══ DATA FOR PROCESSING

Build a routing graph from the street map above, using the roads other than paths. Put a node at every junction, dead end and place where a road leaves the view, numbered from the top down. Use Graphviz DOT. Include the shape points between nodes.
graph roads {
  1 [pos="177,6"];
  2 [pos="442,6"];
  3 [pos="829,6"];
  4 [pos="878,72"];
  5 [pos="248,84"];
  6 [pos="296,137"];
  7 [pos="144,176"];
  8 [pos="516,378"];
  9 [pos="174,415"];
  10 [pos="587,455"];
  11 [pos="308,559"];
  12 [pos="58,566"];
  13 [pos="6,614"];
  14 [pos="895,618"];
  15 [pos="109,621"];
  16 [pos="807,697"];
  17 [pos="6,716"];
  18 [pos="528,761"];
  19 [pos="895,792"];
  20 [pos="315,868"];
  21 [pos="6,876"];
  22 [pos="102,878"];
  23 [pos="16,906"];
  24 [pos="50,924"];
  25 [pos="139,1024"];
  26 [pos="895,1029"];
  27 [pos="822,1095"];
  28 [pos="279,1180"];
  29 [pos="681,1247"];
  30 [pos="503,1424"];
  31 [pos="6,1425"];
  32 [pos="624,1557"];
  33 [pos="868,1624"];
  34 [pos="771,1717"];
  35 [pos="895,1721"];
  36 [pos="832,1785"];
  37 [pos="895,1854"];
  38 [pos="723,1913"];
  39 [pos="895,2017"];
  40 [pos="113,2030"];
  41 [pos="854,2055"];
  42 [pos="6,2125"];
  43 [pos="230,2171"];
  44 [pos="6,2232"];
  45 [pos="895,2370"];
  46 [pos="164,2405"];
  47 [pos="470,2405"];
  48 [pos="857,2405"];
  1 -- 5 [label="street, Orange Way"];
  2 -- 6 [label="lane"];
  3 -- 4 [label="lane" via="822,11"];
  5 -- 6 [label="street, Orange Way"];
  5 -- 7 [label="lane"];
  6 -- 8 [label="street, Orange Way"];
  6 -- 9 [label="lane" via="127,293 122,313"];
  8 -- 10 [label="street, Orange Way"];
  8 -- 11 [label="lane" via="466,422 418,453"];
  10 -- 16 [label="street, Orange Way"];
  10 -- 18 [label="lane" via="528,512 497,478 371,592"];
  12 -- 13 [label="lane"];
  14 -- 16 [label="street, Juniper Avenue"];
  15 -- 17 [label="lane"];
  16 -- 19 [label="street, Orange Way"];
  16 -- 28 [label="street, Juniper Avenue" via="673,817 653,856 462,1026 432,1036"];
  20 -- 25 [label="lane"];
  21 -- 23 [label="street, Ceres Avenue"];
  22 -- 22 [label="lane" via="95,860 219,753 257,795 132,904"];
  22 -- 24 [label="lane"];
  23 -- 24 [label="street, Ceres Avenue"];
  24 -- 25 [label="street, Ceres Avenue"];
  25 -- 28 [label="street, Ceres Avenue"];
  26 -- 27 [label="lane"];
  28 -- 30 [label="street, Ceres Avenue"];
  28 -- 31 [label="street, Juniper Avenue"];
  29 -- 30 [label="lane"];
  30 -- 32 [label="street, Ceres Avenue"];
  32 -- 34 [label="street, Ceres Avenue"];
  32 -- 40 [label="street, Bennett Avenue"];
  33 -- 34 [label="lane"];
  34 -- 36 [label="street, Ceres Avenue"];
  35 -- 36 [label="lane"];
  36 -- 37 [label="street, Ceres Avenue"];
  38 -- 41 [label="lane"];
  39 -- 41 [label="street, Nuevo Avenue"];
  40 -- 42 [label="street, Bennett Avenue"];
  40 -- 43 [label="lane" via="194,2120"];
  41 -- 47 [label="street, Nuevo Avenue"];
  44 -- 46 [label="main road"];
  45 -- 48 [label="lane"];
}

════

■ **TASK BRIEF**
What is needed is a single figure, the number of lines in the entries above that contain "Juniper".

■ **ANSWER BOX**
3